_WHAT THE EXERCISE ASKS_.
As you reproduce every line below, keep it exactly as written and leave out the images.
Start of INPUT
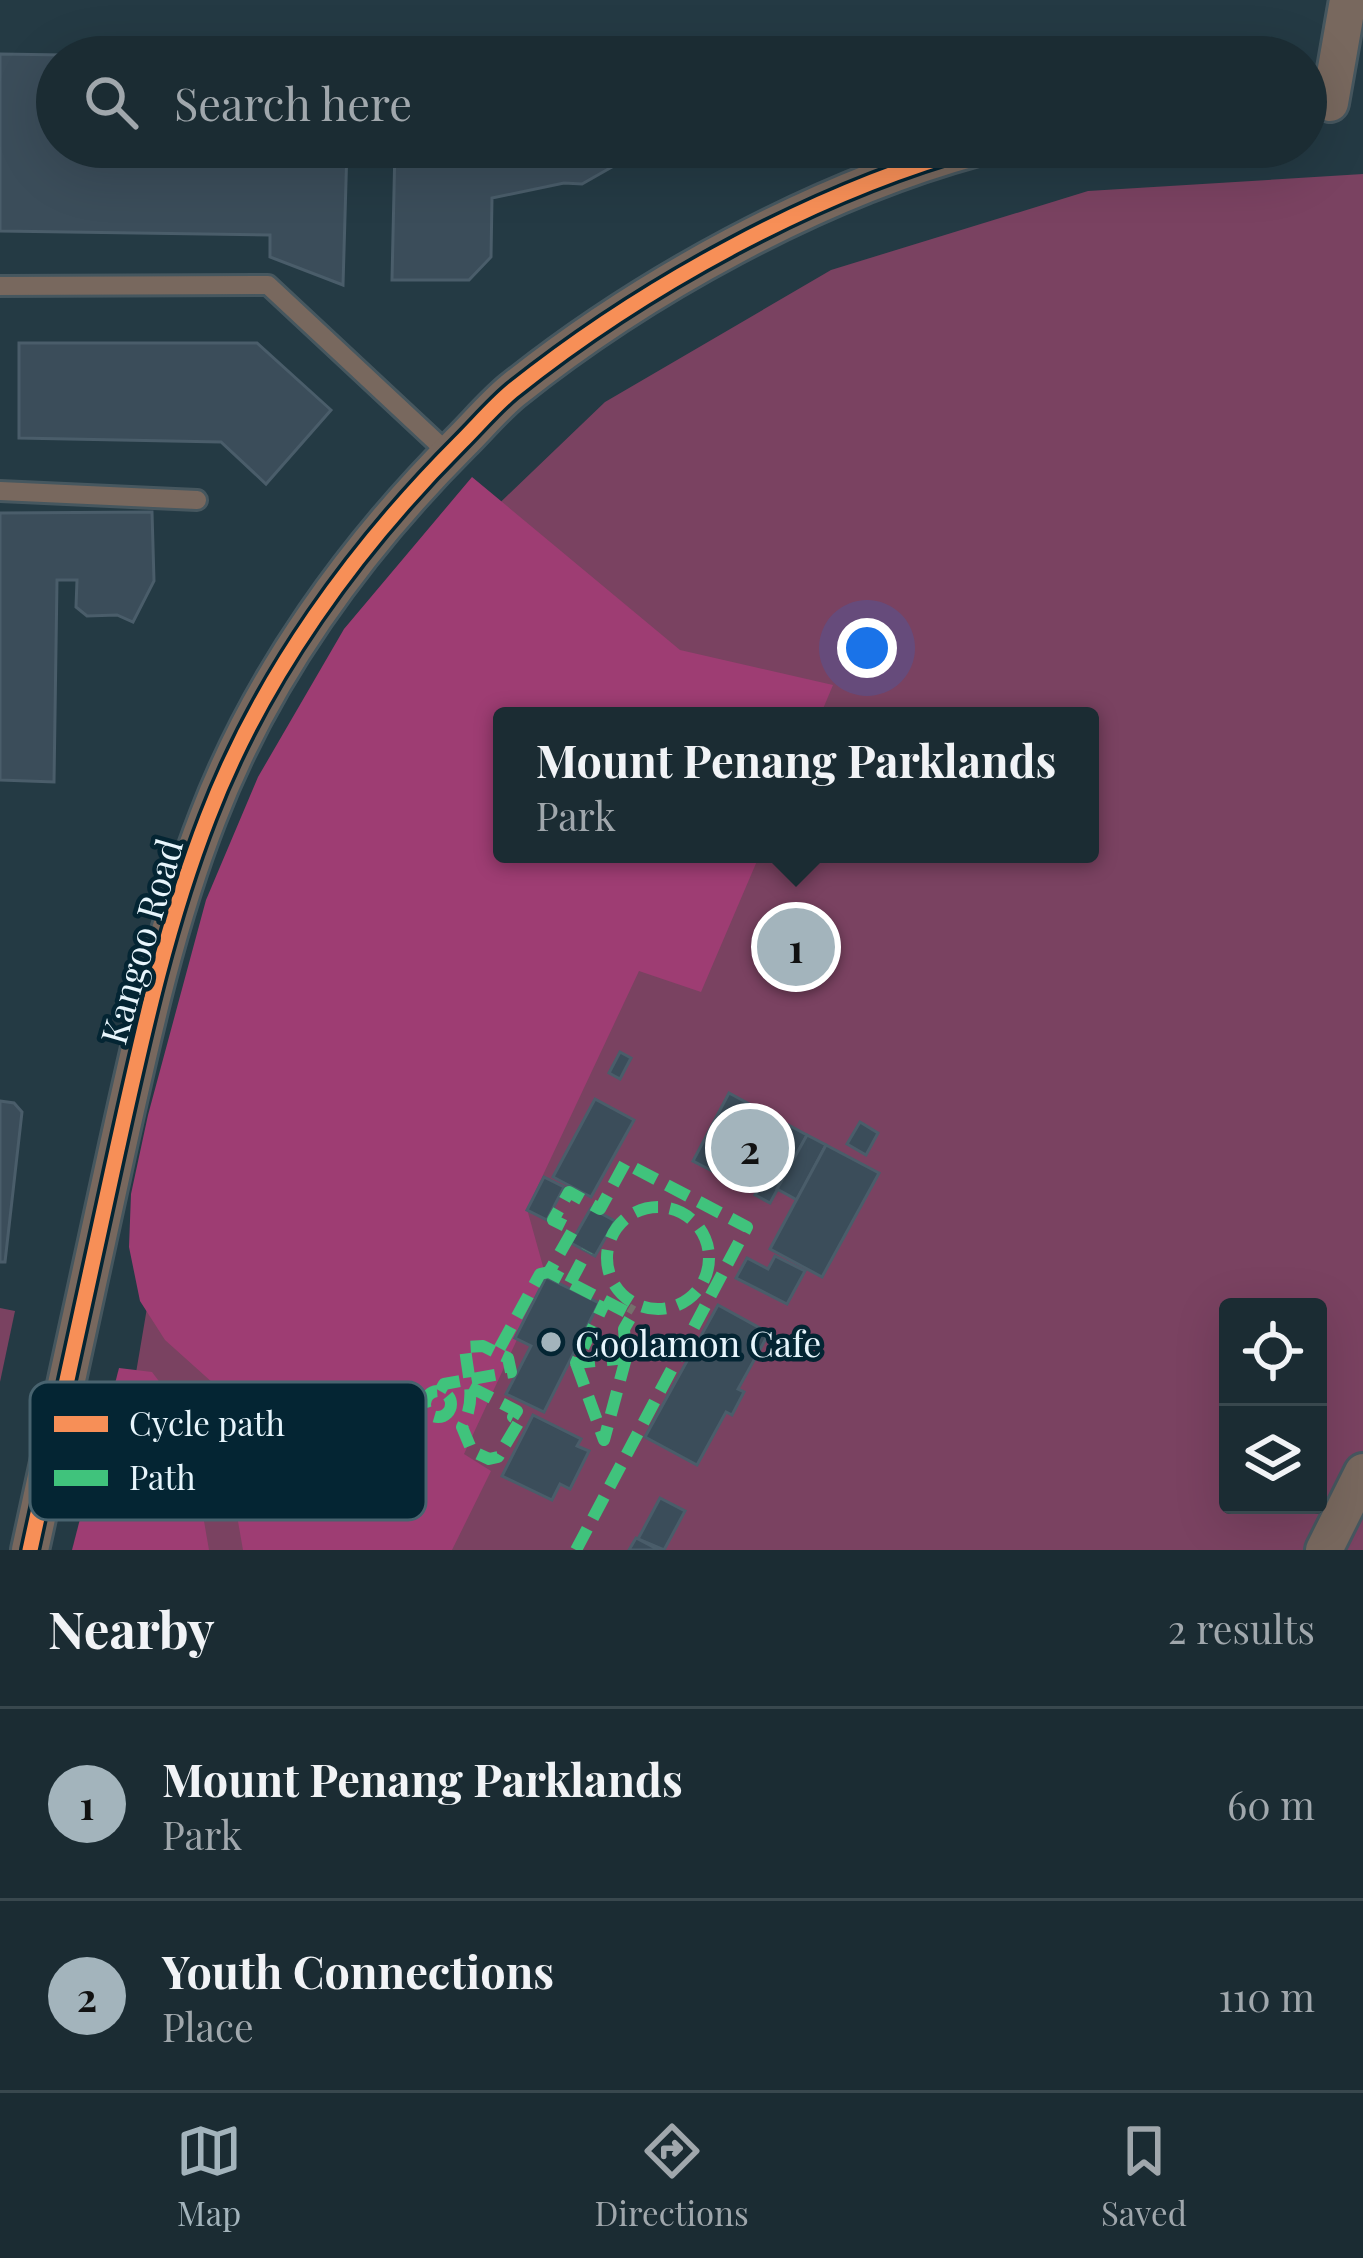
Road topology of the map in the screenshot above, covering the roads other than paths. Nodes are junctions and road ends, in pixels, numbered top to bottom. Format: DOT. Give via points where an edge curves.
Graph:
graph roads {
  1 [pos="1348,0"];
  2 [pos="1333,103"];
  3 [pos="918,168"];
  4 [pos="0,286"];
  5 [pos="449,454"];
  6 [pos="0,491"];
  7 [pos="197,500"];
  8 [pos="67,1382"];
  9 [pos="1363,1472"];
  10 [pos="37,1520"];
  11 [pos="30,1550"];
  12 [pos="1324,1550"];
  1 -- 2 [label="street"];
  3 -- 5 [label="street, Kangoo Road" via="831,199 652,293 511,392"];
  4 -- 5 [label="lane" via="268,285"];
  5 -- 8 [label="street, Kangoo Road" via="372,538 315,617 210,811 164,949"];
  6 -- 7 [label="lane"];
  9 -- 12 [label="street"];
  10 -- 11 [label="street, Kangoo Road"];
}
End of INPUT
_SOLUTION_.
Road topology of the map in the screenshot above, covering the roads other than paths. Nodes are junctions and road ends, in pixels, numbered top to bottom. Format: DOT. Give via points where an edge curves.
Graph:
graph roads {
  1 [pos="1348,0"];
  2 [pos="1333,103"];
  3 [pos="918,168"];
  4 [pos="0,286"];
  5 [pos="449,454"];
  6 [pos="0,491"];
  7 [pos="197,500"];
  8 [pos="67,1382"];
  9 [pos="1363,1472"];
  10 [pos="37,1520"];
  11 [pos="30,1550"];
  12 [pos="1324,1550"];
  1 -- 2 [label="street"];
  3 -- 5 [label="street, Kangoo Road" via="831,199 652,293 511,392"];
  4 -- 5 [label="lane" via="268,285"];
  5 -- 8 [label="street, Kangoo Road" via="372,538 315,617 210,811 164,949"];
  6 -- 7 [label="lane"];
  9 -- 12 [label="street"];
  10 -- 11 [label="street, Kangoo Road"];
}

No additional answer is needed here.